Peter Thomas Bauer
Peter Thomas Bauer, Baron Bauer (born 6 November 1915 in Budapest, Austria-Hungary; died 2 May 2002 in London, England) was a development economist. Bauer is best remembered for his opposition to the widely held notion that the most effective manner to help developing countries advance is through state-controlled foreign aid.
Life
Bauer was born as Péter Tamás Bauer in Budapest, Austria-Hungary, in 1915. He studied law in Budapest before embarking for England in 1934 to study economics at Gonville and Caius College, Cambridge, from which he graduated in 1937. After a brief period in the private sector working for Guthrie & Co., a London-based merchant house that conducted business in the Far East, Bauer spent most of his career at the London School of Economics. Bauer started teaching there in 1960 and retired in 1983 as Emeritus Professor of Economics.[1] With the support of his friend and admirer Prime Minister Margaret Thatcher, he was created a life peer as Baron Bauer, of Market Ward in the City of Cambridge on 15 February 1983.[2] Lord Bauer was also a fellow of the British Academy and a member of the Mont Pelerin Society, which was founded by his friend Friedrich Hayek.
In 1978, Bauer received an Honorary Doctoral Degree at Universidad Francisco Marroquin[3] for his contributions to economics.
In 2002, he won the Friedman Prize for Advancing Liberty; as part of his award, The Cato Institute cited his courage in espousing an approach almost universally opposed in post-World War II international economic circles. Bauer told London's Daily Telegraph: "I am truly honoured. I have long admired The Cato Institute and Milton Friedman, and recognition by both could not be more delightful."[4]

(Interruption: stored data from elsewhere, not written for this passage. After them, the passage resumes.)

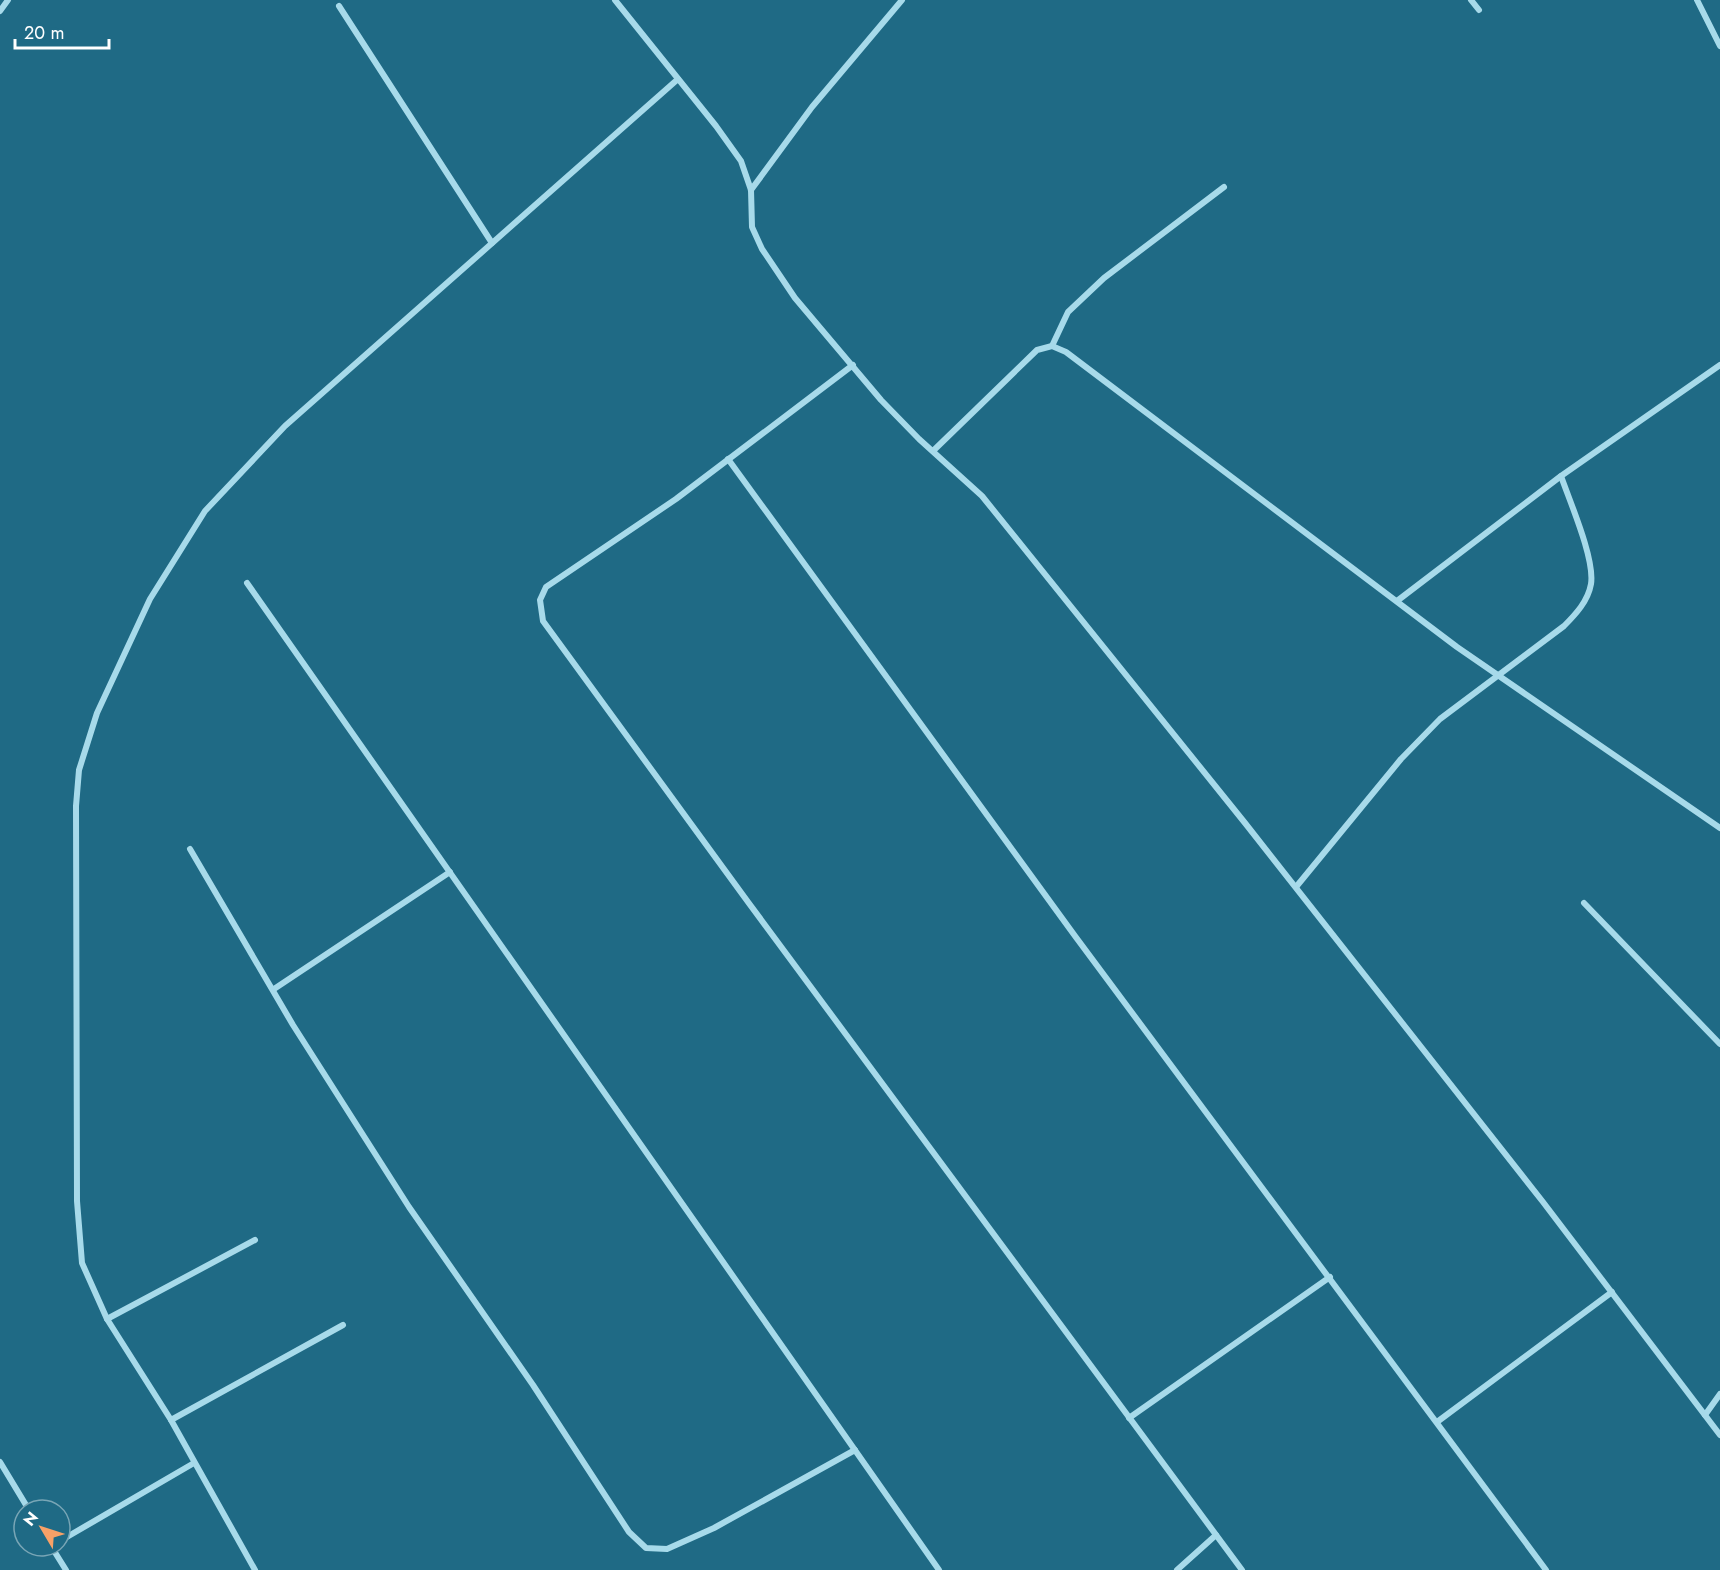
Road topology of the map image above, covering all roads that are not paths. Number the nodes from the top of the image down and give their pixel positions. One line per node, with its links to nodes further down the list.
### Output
1 (8, 0): 8 (street)
2 (615, 0): 10 (street)
3 (902, 0): 12 (street)
4 (1472, 0): 7 (street)
5 (1697, 0): 9 (street)
6 (339, 6): 13 (street)
7 (1479, 10)
8 (0, 11)
9 (1720, 46)
10 (678, 79): 12 (street); 13 (street)
11 (1224, 187): 14 (street)
12 (751, 189): 16 (street)
13 (492, 243): 33 (street)
14 (1052, 346): 17 (street); 21 (street)
15 (1720, 365): 19 (street)
16 (853, 366): 17 (street); 18 (street)
17 (933, 451): 26 (street)
18 (728, 459): 31 (street); 37 (street)
19 (1562, 476): 21 (street); 22 (street)
20 (247, 583): 25 (street)
21 (1397, 601): 22 (street)
22 (1498, 675): 23 (street); 26 (street)
23 (1720, 828)
24 (190, 849): 28 (street)
25 (450, 872): 28 (street); 41 (street)
26 (1296, 888): 32 (street)
27 (1584, 903): 29 (street)
28 (274, 989): 41 (street)
29 (1720, 1044)
30 (255, 1240): 33 (street)
31 (1330, 1277): 37 (street); 39 (street)
32 (1612, 1292): 36 (street); 39 (street)
33 (107, 1319): 38 (street)
34 (344, 1325): 38 (street)
35 (1720, 1394): 36 (street)
36 (1705, 1415): 40 (street)
37 (1129, 1418): 46 (street)
38 (171, 1420): 43 (street)
39 (1437, 1422): 51 (street)
40 (1720, 1435)
41 (855, 1450): 48 (street)
42 (0, 1462): 44 (street)
43 (195, 1463): 45 (street); 47 (street)
44 (22, 1498)
45 (72, 1534)
46 (1216, 1535): 49 (street); 50 (street)
47 (255, 1570)
48 (938, 1570)
49 (1177, 1570)
50 (1242, 1570)
51 (1546, 1570)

He died in London, England, on 2 May 2002.
Contributions to economics
Nearly all of Bauer's contributions concerned development economics, international development and foreign aid. Bauer sought to convince other development experts that central planning, foreign aid, price controls, and protectionism perpetuate poverty rather than eliminate it, and that the growth of government intervention politicises economic life and reduces individual freedom.
Bauer influenced thinking about the determinants of economic advance. For example, the World Bank, in its 1997 World Development Report, reflected the point of view Bauer had been advocating for years, stating that the notion that "good advisers and technical experts would formulate good policies, which good governments would then implement for the good of society" was outdated:
the institutional assumptions implicit in this world view were, as we all realize today, too simplistic... . Governments embarked on fanciful schemes. Private investors, lacking confidence in public policies or in the steadfastness of leaders, held back. Powerful rulers acted arbitrarily. Corruption became endemic. Development faltered, and poverty endured.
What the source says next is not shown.